All bounding box properties return NumPy arrays of shape (num_detections, 4) or (num_detections,) for confidences/labels.

  • Coordinate Systems: Boxes provides detected bounding boxes in multiple formats:

    • xyxy: Absolute pixel coordinates [x_min, y_min, x_max, y_max] in the original image.
    • xyxy_norm: Normalized coordinates [x_min, y_min, x_max, y_max] (0-1 range) relative to the original image dimensions.
    • xywh: Absolute pixel coordinates [x_min, y_min, width, height] in the original image.
    • xywh_norm: Normalized coordinates [x_min, y_min, width, height] (0-1 range).
    • cxcywh: Absolute pixel coordinates [center_x, center_y, width, height] in the original image.
    • cxcywh_norm: Normalized coordinates [center_x, center_y, width, height] (0-1 range).
  • confidences: np.ndarray: An array of confidence scores for each detection (shape (num_detections,)).

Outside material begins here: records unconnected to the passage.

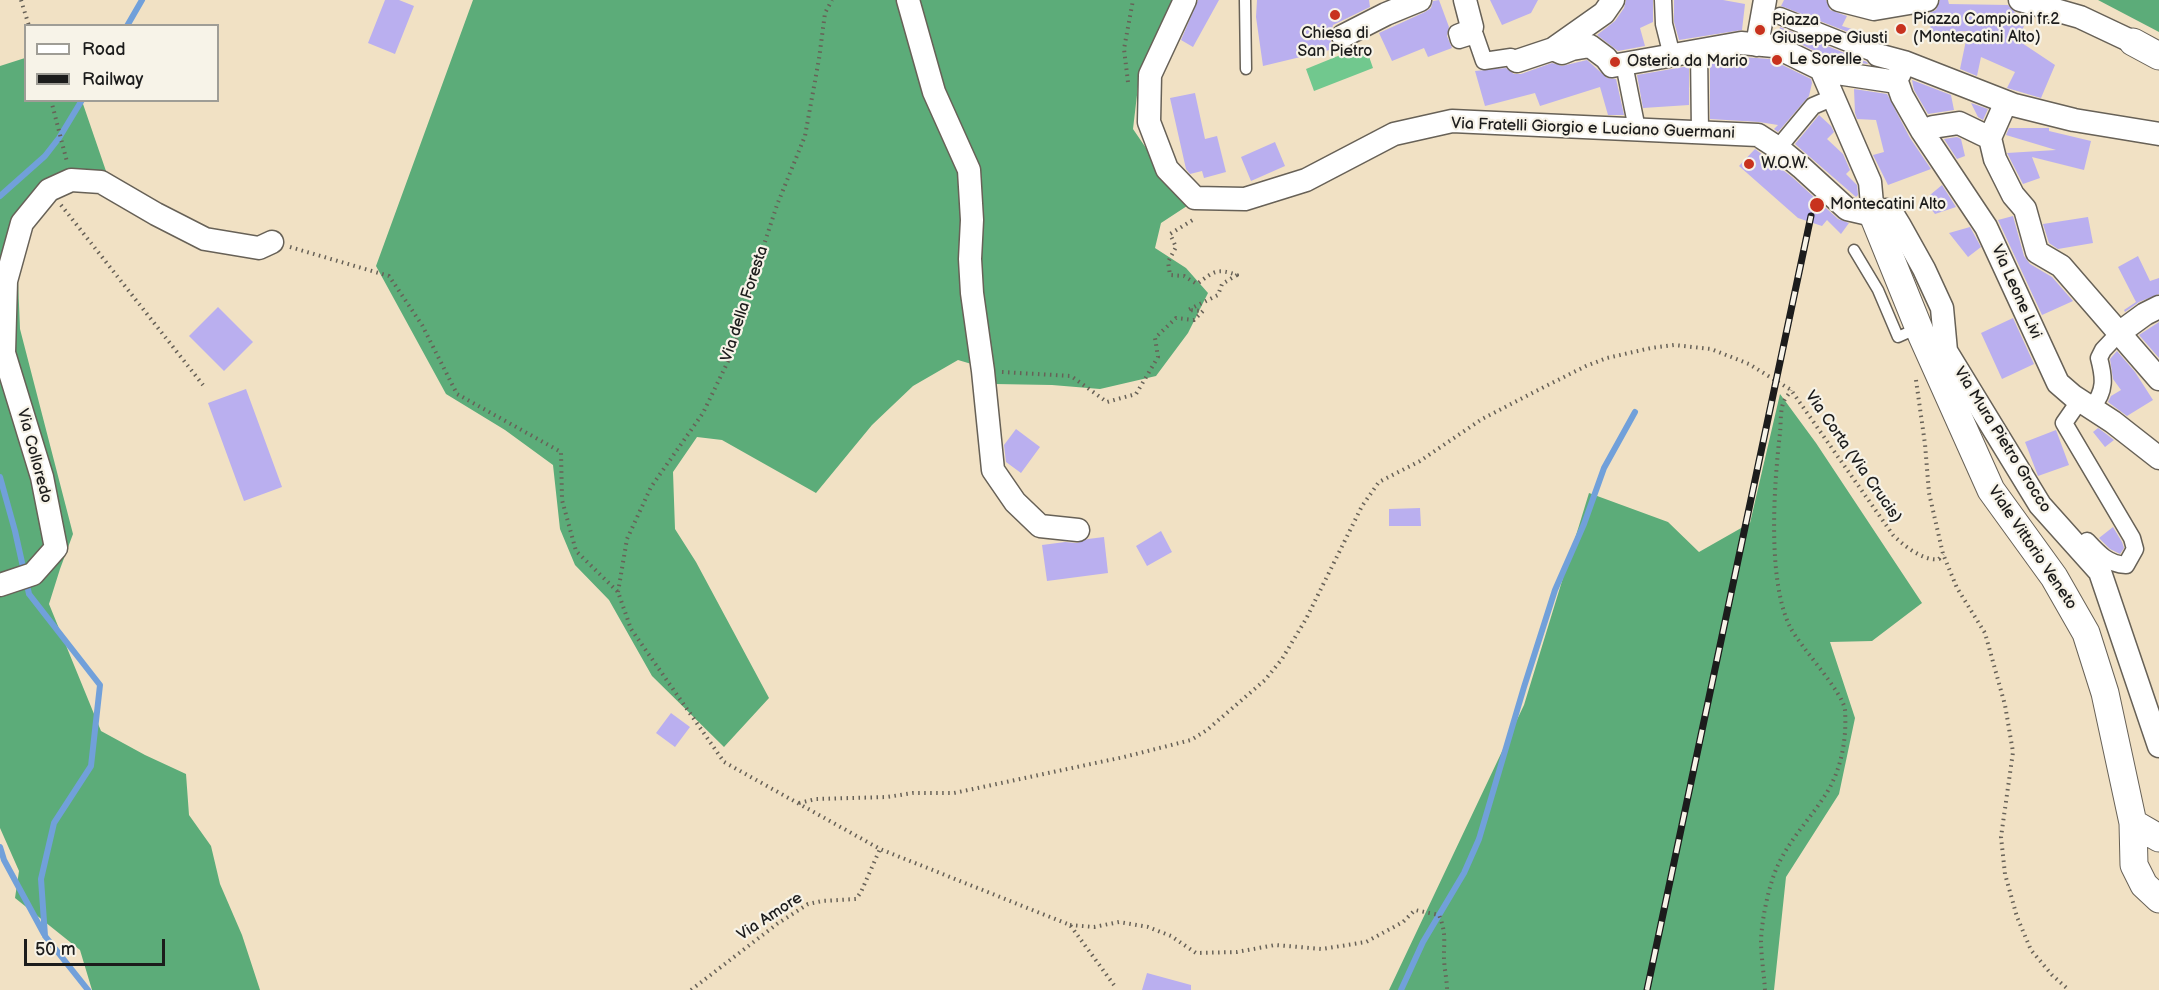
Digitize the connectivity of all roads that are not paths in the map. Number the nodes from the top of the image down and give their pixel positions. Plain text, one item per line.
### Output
1 (908, 0) edge
2 (1185, 0) edge
3 (1245, 0) edge
4 (1420, 0) edge
5 (1465, 0) edge
6 (1612, 0) edge
7 (1663, 0) edge
8 (1927, 0) edge
9 (2020, 0) edge
10 (2064, 0) edge
11 (1846, 2) edge
12 (1772, 8) edge
13 (2080, 17) junction
14 (1472, 27) joint
15 (1343, 36) dead end
16 (2133, 42) joint
17 (1757, 45) junction
18 (1553, 49) junction
19 (1699, 50) junction
20 (1878, 55) joint
21 (1672, 56) junction
22 (2159, 56) edge
23 (1517, 61) joint
24 (1624, 64) junction
25 (1246, 69) dead end
26 (1905, 76) junction
27 (1830, 87) junction
28 (2006, 102) junction
29 (1636, 129) junction
30 (1922, 131) junction
31 (1700, 132) junction
32 (2159, 134) edge
33 (1990, 138) junction
34 (1778, 148) junction
35 (1874, 215) junction
36 (272, 242) road end
37 (1854, 250) dead end
38 (2159, 308) edge
39 (1919, 328) junction
40 (2119, 333) junction
41 (2159, 379) edge
42 (2086, 404) junction
43 (2128, 435) junction
44 (2159, 449) edge
45 (2159, 458) edge
46 (2015, 463) junction
47 (1078, 530) dead end
48 (0, 585) edge
49 (2159, 746) edge
50 (2133, 823) junction
51 (2159, 838) edge
52 (2159, 899) edge

1 - 47 street
2 - 29 street, Via Fratelli Giorgio e Luciano Guermani
3 - 25 lane
4 - 15 street
5 - 14 street
6 - 18 street
7 - 21 street
8 - 11 street
9 - 13 street
10 - 13 street
12 - 17 street
12 - 20 street
13 - 16 street
14 - 23 street
16 - 22 street
17 - 19 street
17 - 27 street
18 - 23 street
18 - 24 street
19 - 21 street
19 - 31 street
20 - 26 street
21 - 24 street
24 - 29 street
26 - 27 street
26 - 28 street
26 - 30 street, Via Leone Livi
27 - 34 street
27 - 35 street
28 - 32 street
28 - 33 street
29 - 31 street, Via Fratelli Giorgio e Luciano Guermani
30 - 33 street
30 - 42 street, Via Leone Livi
31 - 34 street, Via Fratelli Giorgio e Luciano Guermani
33 - 40 street
34 - 35 street, Via Fratelli Giorgio e Luciano Guermani
35 - 39 street, Viale Vittorio Veneto
35 - 46 street, Via Mura Pietro Grocco
36 - 48 street, Via Colloredo
37 - 39 lane
38 - 40 street
39 - 50 street, Viale Vittorio Veneto
40 - 41 street
40 - 42 street
42 - 43 street, Via Leone Livi
42 - 46 street
43 - 44 street
43 - 45 street, Via Leone Livi
46 - 49 street, Via Mura Pietro Grocco
50 - 51 street
50 - 52 street, Viale Vittorio Veneto

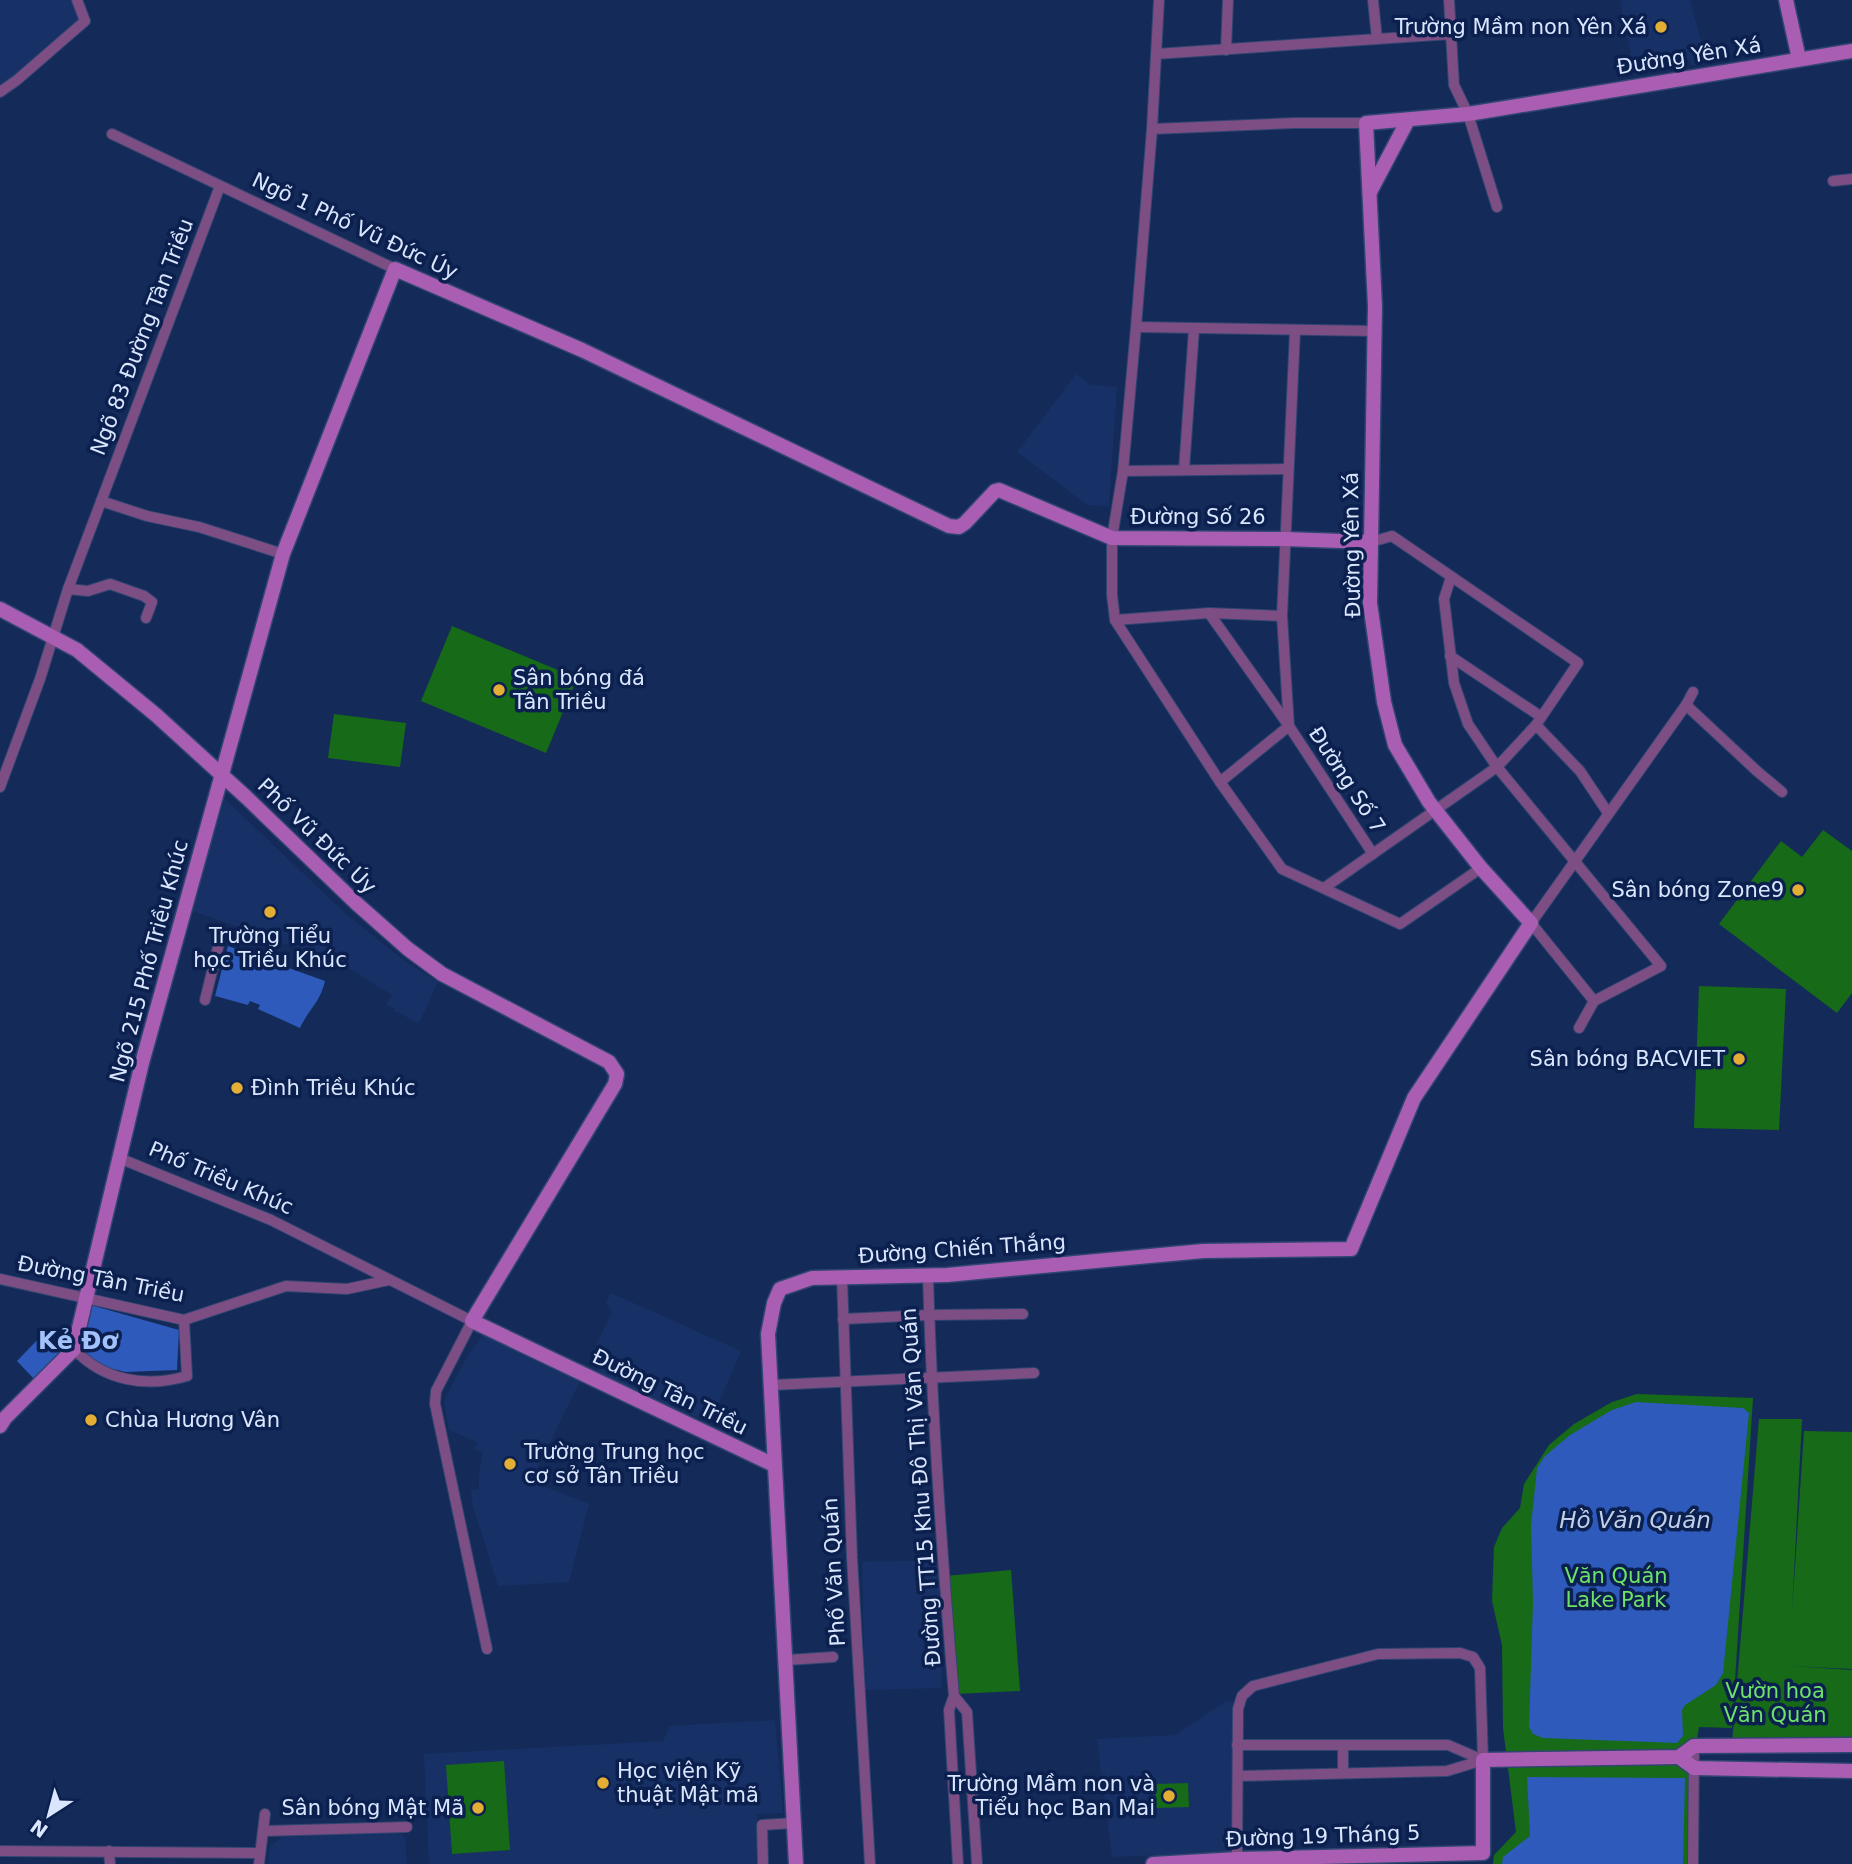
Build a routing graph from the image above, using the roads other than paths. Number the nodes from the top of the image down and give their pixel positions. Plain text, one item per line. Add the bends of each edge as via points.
1 (77, 0) edge
2 (1158, 0) edge
3 (1228, 0) edge
4 (1374, 0) edge
5 (1449, 0) edge
6 (1786, 0) edge
7 (1451, 34) junction
8 (1377, 39) junction
9 (1226, 50) junction
10 (1852, 51) edge
11 (1156, 54) junction
12 (1799, 60) junction
13 (0, 92) edge
14 (1468, 114) junction
15 (1408, 120) junction
16 (1366, 123) junction
17 (1152, 129) junction
18 (112, 134) dead end
19 (1852, 179) edge
20 (1833, 181) dead end
21 (220, 186) junction
22 (1369, 194) junction
23 (1497, 208) dead end
24 (395, 270) junction
25 (1136, 327) junction
26 (1194, 328) junction
27 (1295, 331) junction
28 (1375, 331) junction
29 (1288, 469) junction
30 (1184, 470) junction
31 (1123, 471) junction
32 (101, 501) junction
33 (1112, 538) junction
34 (1284, 539) junction
35 (1371, 542) junction
36 (282, 554) junction
37 (1451, 577) junction
38 (68, 589) junction
39 (0, 609) edge
40 (1209, 613) junction
41 (1282, 616) junction
42 (145, 618) dead end
43 (1115, 620) junction
44 (54, 637) junction
45 (1450, 656) junction
46 (1693, 692) dead end
47 (1685, 705) junction
48 (1538, 721) junction
49 (1289, 726) junction
50 (1497, 767) junction
51 (220, 775) junction
52 (1220, 782) junction
53 (0, 787) edge
54 (1783, 792) dead end
55 (1436, 811) junction
56 (1608, 813) junction
57 (1373, 854) junction
58 (1575, 863) junction
59 (1481, 868) junction
60 (1324, 888) junction
61 (1531, 923) junction
62 (221, 935) dead end
63 (205, 1000) dead end
64 (1594, 1001) junction
65 (1579, 1028) dead end
66 (120, 1158) junction
67 (928, 1276) junction
68 (842, 1278) junction
69 (0, 1279) edge
70 (390, 1280) junction
71 (86, 1299) junction
72 (1023, 1314) dead end
73 (929, 1315) junction
74 (842, 1319) junction
75 (184, 1320) junction
76 (472, 1321) junction
77 (74, 1349) junction
78 (1034, 1373) dead end
79 (931, 1377) junction
80 (844, 1382) junction
81 (771, 1385) junction
82 (0, 1426) edge
83 (774, 1465) junction
84 (487, 1649) dead end
85 (834, 1657) dead end
86 (787, 1660) junction
87 (954, 1696) junction
88 (1237, 1745) junction
89 (1343, 1745) junction
90 (1852, 1745) edge
91 (1694, 1746) junction
92 (1679, 1757) junction
93 (1483, 1760) junction
94 (1694, 1768) junction
95 (1852, 1770) edge
96 (1343, 1773) junction
97 (1238, 1776) junction
98 (265, 1814) dead end
99 (794, 1823) junction
100 (407, 1827) dead end
101 (264, 1831) junction
102 (0, 1851) edge
103 (109, 1851) junction
104 (1483, 1858) edge
105 (260, 1859) edge
106 (1237, 1859) junction
107 (110, 1864) edge
108 (763, 1864) edge
109 (796, 1864) edge
110 (870, 1864) edge
111 (958, 1864) edge
112 (977, 1864) edge
113 (1153, 1864) edge
114 (1693, 1864) edge

1 - 13 street via 85,21
2 - 11 street
3 - 9 street
4 - 8 street
5 - 7 street
6 - 12 street
7 - 8 street
7 - 14 street via 1454,85
8 - 9 street
9 - 11 street
10 - 12 street, Đường Yên Xá
11 - 17 street
12 - 14 street, Đường Yên Xá
14 - 15 street, Đường Yên Xá
14 - 23 street
15 - 16 street, Đường Yên Xá
15 - 22 street
16 - 17 street
16 - 22 street, Đường Yên Xá
17 - 25 street
18 - 21 street, Ngõ 1 Phố Vũ Đức Úy
19 - 20 street
21 - 24 street, Ngõ 1 Phố Vũ Đức Úy
21 - 32 street, Ngõ 83 Đường Tân Triều
22 - 28 street, Đường Yên Xá
24 - 33 street, Ngõ 1 Phố Vũ Đức Úy via 582,350 949,526 965,523 999,490
24 - 36 street, Ngõ 215 Phố Triều Khúc
25 - 26 street
25 - 31 street
26 - 27 street
26 - 30 street
27 - 28 street
27 - 29 street
28 - 35 street, Đường Yên Xá
29 - 30 street
29 - 34 street
30 - 31 street
31 - 33 street
32 - 36 street
32 - 38 street, Ngõ 83 Đường Tân Triều
33 - 34 street, Đường Số 26
33 - 43 street
34 - 35 street, Đường Số 26
34 - 41 street
35 - 37 street via 1392,537
35 - 55 street, Đường Yên Xá via 1370,603 1384,702 1395,745
36 - 51 street, Ngõ 215 Phố Triều Khúc
37 - 45 street via 1444,599
37 - 48 street via 1578,663
38 - 42 street via 110,584 144,596 152,602
38 - 44 street, Ngõ 83 Đường Tân Triều
39 - 44 street, Phố Vũ Đức Úy
40 - 41 street
40 - 43 street
40 - 49 street, Đường Số 7
41 - 49 street
43 - 52 street
44 - 51 street, Phố Vũ Đức Úy via 77,650 156,715
44 - 53 street, Ngõ 83 Đường Tân Triều
45 - 48 street
45 - 50 street via 1468,724
46 - 47 street
47 - 54 street
47 - 56 street
48 - 50 street
48 - 56 street
49 - 52 street
49 - 57 street, Đường Số 7
50 - 55 street
50 - 58 street
51 - 66 street, Ngõ 215 Phố Triều Khúc
51 - 76 street, Phố Vũ Đức Úy via 408,949 468,990 593,1052 617,1074 610,1094
52 - 60 street via 1282,869
55 - 57 street
55 - 59 street, Đường Yên Xá
56 - 58 street
57 - 60 street
58 - 61 street
58 - 64 street via 1661,966
59 - 60 street via 1400,924
59 - 61 street, Đường Yên Xá
61 - 64 street, Đường Yên Xá
61 - 67 street, Đường Chiến Thắng via 1414,1098 1351,1249 1203,1251
62 - 63 street
64 - 65 street
66 - 70 street, Phố Triều Khúc via 271,1220
66 - 71 street, Phố Triều Khúc
67 - 68 street, Đường Chiến Thắng
67 - 73 street, Đường TT15 Khu Đô Thị Văn Quán
68 - 74 street, Phố Văn Quán
68 - 81 street, Đường Chiến Thắng via 812,1278 780,1289 768,1334
69 - 71 street, Đường Tân Triều
70 - 75 street, Đường Tân Triều via 347,1289 286,1286
70 - 76 street, Đường Tân Triều
71 - 75 street, Đường Tân Triều
71 - 77 street, Phố Triều Khúc
72 - 73 street
73 - 74 street
73 - 79 street, Đường TT15 Khu Đô Thị Văn Quán
74 - 80 street, Phố Văn Quán
75 - 77 street via 187,1376 167,1382 123,1378 94,1368
76 - 83 street, Đường Tân Triều
76 - 84 street via 436,1391 435,1404
77 - 82 street
78 - 79 street
79 - 80 street
79 - 87 street, Đường TT15 Khu Đô Thị Văn Quán
80 - 81 street
80 - 110 street, Phố Văn Quán
81 - 83 street, Đường Chiến Thắng
83 - 86 street, Đường Chiến Thắng
85 - 86 street
86 - 99 street, Đường Chiến Thắng
87 - 111 street via 949,1710
87 - 112 street via 967,1712
88 - 89 street
88 - 93 street via 1238,1709 1242,1696 1253,1686 1378,1654 1460,1653 1473,1657 1480,1668
88 - 97 street
89 - 93 street via 1448,1745
89 - 96 street
90 - 91 street
91 - 92 street
91 - 94 street
92 - 93 street
92 - 94 street
93 - 96 street via 1447,1771
93 - 104 street
94 - 95 street
94 - 114 street
96 - 97 street
97 - 106 street
98 - 101 street
99 - 108 street via 762,1825
99 - 109 street, Đường Chiến Thắng
100 - 101 street
101 - 105 street
102 - 103 street
103 - 105 street
103 - 107 street
104 - 106 street, Đường 19 Tháng 5
106 - 113 street, Đường 19 Tháng 5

  • class_label_ids: np.ndarray: An array of integer class IDs for each detection (shape (num_detections,)).
  • labels: list[str]: A list of string class labels for each detection. Populated if class_labels were provided.
  • class_labels: list[str] (Settable Property): The master list of class names. You can set this on a Boxes instance (or InferenceResult instance) if it wasn't available during initialization, and it will update the labels attribute.

Example: Accessing Box Information

# After: single_result: InferenceResult = model.predict("image.jpg")[0]

num_detections = len(single_result.boxes.xyxy)

for i in range(num_detections):
    # Pixel coordinates in original image
    x1, y1, x2, y2 = single_result.boxes.xyxy[i]

    # Normalized center_x, center_y, width, height
    cx_n, cy_n, w_n, h_n = single_result.boxes.cxcywh_norm[i]

    confidence = single_result.boxes.confidences[i]
    class_id = single_result.boxes.class_label_ids[i]
    label_name = single_result.boxes.labels[i] # if class_labels were set

    print(f"Detection {i}: Label={label_name} (ID:{class_id}), Conf={confidence:.2f}, Box (xyxy): {x1,y1,x2,y2}")

These interfaces aim to provide a clean and powerful way to work with AngelCV's object detection models and their outputs.